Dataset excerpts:
══════

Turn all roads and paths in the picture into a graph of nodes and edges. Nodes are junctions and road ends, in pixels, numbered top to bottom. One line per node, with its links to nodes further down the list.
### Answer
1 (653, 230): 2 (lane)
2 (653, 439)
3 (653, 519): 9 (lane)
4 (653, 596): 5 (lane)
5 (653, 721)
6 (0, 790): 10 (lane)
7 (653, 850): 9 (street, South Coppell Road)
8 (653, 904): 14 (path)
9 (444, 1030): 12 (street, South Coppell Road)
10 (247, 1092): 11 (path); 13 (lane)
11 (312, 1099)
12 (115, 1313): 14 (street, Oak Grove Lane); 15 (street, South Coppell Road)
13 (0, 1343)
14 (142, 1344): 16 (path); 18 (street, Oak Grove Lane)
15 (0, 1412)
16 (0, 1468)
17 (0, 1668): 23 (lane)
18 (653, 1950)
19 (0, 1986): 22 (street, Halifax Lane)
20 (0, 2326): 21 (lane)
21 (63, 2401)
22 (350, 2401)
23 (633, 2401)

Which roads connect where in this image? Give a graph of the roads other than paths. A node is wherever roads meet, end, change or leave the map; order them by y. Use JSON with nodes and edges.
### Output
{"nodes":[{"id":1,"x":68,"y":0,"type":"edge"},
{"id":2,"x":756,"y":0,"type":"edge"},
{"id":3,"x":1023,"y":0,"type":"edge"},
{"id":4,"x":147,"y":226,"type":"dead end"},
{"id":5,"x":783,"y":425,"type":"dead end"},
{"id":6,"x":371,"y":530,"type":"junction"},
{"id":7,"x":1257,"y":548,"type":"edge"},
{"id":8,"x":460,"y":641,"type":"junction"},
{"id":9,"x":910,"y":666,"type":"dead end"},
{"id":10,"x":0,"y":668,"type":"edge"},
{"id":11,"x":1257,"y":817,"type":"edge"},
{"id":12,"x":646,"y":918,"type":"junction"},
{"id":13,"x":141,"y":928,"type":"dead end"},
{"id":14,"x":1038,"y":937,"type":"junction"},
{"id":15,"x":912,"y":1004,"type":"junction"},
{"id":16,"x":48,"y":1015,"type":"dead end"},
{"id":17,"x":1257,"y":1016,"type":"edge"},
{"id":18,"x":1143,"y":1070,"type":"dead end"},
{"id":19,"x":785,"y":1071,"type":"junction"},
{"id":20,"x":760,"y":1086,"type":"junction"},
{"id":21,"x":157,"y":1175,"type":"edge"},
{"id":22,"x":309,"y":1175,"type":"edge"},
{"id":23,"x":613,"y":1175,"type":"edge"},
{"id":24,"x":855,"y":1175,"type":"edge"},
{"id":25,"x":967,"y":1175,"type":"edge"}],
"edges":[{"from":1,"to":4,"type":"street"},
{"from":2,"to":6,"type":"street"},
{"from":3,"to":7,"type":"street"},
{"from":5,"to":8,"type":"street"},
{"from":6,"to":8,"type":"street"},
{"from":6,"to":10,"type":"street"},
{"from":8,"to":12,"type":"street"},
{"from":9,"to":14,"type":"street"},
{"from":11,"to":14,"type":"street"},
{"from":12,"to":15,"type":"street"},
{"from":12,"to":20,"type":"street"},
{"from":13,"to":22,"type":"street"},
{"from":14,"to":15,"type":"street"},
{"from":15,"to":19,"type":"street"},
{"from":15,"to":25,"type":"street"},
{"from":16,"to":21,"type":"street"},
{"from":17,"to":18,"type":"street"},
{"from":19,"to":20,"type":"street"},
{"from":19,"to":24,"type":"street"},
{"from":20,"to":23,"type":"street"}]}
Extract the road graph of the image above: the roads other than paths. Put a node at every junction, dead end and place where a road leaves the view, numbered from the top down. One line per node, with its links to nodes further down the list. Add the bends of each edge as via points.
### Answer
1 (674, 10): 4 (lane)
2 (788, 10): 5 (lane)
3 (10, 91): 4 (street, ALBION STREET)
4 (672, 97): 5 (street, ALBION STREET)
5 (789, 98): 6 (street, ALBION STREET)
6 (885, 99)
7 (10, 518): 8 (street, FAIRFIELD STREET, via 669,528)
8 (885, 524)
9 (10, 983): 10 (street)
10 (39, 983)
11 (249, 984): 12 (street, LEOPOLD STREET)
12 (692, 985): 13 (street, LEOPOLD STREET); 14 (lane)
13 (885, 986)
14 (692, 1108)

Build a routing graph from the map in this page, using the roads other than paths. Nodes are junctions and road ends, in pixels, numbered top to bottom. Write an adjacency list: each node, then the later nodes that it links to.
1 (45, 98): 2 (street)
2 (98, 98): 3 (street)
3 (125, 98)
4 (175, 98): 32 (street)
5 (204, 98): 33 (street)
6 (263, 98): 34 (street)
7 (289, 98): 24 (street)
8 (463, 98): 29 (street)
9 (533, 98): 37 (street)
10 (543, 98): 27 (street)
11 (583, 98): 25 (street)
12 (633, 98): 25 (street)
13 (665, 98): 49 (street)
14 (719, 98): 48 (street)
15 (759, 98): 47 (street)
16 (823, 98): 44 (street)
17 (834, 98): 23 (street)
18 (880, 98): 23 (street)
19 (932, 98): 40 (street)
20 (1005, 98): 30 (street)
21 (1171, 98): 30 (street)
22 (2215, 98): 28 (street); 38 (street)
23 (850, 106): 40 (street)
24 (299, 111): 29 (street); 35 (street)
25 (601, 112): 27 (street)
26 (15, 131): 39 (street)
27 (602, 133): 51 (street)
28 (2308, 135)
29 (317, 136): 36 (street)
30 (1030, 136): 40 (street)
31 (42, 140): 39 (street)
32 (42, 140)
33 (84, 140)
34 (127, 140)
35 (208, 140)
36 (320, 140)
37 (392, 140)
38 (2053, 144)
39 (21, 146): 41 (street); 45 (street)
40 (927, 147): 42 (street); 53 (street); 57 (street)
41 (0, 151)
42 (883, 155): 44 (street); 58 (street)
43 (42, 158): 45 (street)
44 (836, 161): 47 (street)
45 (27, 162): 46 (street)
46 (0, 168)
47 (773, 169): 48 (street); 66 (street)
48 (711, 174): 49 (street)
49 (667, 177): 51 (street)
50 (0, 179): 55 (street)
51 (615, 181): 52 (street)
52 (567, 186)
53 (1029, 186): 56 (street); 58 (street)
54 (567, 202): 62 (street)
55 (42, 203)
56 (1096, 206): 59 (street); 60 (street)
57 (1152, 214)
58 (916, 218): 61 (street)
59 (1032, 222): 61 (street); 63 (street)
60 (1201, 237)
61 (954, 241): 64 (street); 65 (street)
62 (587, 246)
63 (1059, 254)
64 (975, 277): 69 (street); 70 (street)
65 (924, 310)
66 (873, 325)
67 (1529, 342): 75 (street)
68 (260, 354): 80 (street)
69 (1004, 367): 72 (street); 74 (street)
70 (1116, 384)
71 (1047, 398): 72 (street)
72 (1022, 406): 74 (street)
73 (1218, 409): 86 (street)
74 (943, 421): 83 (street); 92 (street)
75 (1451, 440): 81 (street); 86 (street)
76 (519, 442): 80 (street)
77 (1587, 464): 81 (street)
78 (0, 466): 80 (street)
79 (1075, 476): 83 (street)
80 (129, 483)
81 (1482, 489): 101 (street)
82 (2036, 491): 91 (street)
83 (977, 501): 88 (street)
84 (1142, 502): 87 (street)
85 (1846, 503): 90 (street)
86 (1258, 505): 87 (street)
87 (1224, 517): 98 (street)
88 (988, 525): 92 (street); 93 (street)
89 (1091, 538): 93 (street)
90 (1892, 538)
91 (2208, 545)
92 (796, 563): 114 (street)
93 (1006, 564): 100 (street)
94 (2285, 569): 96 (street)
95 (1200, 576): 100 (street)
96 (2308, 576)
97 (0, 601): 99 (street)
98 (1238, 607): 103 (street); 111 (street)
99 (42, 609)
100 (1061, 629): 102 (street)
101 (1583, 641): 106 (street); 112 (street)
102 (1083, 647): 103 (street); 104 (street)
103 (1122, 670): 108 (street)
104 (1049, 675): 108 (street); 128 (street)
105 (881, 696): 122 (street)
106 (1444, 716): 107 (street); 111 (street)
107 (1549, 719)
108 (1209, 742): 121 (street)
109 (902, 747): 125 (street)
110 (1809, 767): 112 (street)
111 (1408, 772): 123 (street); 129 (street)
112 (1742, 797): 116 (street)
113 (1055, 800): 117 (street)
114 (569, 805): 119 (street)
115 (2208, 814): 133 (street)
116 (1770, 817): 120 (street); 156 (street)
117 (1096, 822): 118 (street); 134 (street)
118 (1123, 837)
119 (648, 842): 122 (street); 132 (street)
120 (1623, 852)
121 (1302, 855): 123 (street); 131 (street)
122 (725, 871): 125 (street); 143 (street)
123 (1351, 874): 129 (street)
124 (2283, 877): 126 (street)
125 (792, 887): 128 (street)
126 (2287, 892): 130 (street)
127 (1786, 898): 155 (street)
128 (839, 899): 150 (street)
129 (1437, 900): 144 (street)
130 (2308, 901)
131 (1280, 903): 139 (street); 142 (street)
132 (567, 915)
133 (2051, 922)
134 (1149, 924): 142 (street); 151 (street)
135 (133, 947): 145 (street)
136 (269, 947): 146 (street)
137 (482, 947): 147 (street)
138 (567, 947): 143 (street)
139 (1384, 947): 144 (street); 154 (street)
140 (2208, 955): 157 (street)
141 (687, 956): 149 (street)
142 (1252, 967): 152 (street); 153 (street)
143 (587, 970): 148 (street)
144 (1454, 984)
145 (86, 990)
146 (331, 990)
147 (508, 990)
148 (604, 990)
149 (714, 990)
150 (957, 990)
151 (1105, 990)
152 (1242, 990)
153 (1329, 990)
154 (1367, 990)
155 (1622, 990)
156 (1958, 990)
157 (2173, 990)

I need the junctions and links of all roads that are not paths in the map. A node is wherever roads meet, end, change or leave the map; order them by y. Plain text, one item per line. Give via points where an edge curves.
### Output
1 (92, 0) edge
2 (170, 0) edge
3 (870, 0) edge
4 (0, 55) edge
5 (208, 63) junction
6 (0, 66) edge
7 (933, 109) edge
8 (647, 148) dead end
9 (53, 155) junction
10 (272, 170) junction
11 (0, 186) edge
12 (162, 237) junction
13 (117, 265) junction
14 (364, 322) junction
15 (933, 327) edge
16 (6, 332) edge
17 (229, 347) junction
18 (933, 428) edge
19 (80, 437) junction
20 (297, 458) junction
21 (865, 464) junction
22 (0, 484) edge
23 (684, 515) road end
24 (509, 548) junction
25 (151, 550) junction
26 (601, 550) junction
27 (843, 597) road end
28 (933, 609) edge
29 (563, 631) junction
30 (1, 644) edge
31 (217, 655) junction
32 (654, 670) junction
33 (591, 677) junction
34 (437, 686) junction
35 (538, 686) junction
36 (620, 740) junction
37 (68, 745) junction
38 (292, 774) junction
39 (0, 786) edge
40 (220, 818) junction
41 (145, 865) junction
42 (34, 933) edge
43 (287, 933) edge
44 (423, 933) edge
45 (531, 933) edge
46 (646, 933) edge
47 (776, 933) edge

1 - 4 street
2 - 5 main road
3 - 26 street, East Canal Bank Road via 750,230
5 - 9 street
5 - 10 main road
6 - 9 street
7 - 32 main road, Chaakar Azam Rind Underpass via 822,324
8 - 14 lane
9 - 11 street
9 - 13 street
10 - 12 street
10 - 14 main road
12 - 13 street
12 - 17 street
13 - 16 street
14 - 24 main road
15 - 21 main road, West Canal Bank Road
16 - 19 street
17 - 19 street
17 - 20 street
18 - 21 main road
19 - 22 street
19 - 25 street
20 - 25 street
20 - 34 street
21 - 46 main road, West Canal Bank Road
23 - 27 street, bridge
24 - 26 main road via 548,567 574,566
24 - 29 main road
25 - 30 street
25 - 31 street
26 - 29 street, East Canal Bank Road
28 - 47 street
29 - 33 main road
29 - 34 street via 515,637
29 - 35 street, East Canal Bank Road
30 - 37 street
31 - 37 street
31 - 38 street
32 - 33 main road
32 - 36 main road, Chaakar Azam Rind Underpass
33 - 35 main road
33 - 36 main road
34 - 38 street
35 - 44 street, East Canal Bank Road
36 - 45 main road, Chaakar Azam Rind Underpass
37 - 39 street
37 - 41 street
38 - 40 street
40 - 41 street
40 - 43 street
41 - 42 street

══════

Word for word, output the lines of the data from its first line through the line where "Which roads connect" appears, and stop there.

TASK RESPONSE:
Turn all roads and paths in the picture into a graph of nodes and edges. Nodes are junctions and road ends, in pixels, numbered top to bottom. One line per node, with its links to nodes further down the list.
### Answer
1 (653, 230): 2 (lane)
2 (653, 439)
3 (653, 519): 9 (lane)
4 (653, 596): 5 (lane)
5 (653, 721)
6 (0, 790): 10 (lane)
7 (653, 850): 9 (street, South Coppell Road)
8 (653, 904): 14 (path)
9 (444, 1030): 12 (street, South Coppell Road)
10 (247, 1092): 11 (path); 13 (lane)
11 (312, 1099)
12 (115, 1313): 14 (street, Oak Grove Lane); 15 (street, South Coppell Road)
13 (0, 1343)
14 (142, 1344): 16 (path); 18 (street, Oak Grove Lane)
15 (0, 1412)
16 (0, 1468)
17 (0, 1668): 23 (lane)
18 (653, 1950)
19 (0, 1986): 22 (street, Halifax Lane)
20 (0, 2326): 21 (lane)
21 (63, 2401)
22 (350, 2401)
23 (633, 2401)

Which roads connect where in this image? Give a graph of the roads other than paths. A node is wherever roads meet, end, change or leave the map; order them by y. Use JSON with nodes and edges.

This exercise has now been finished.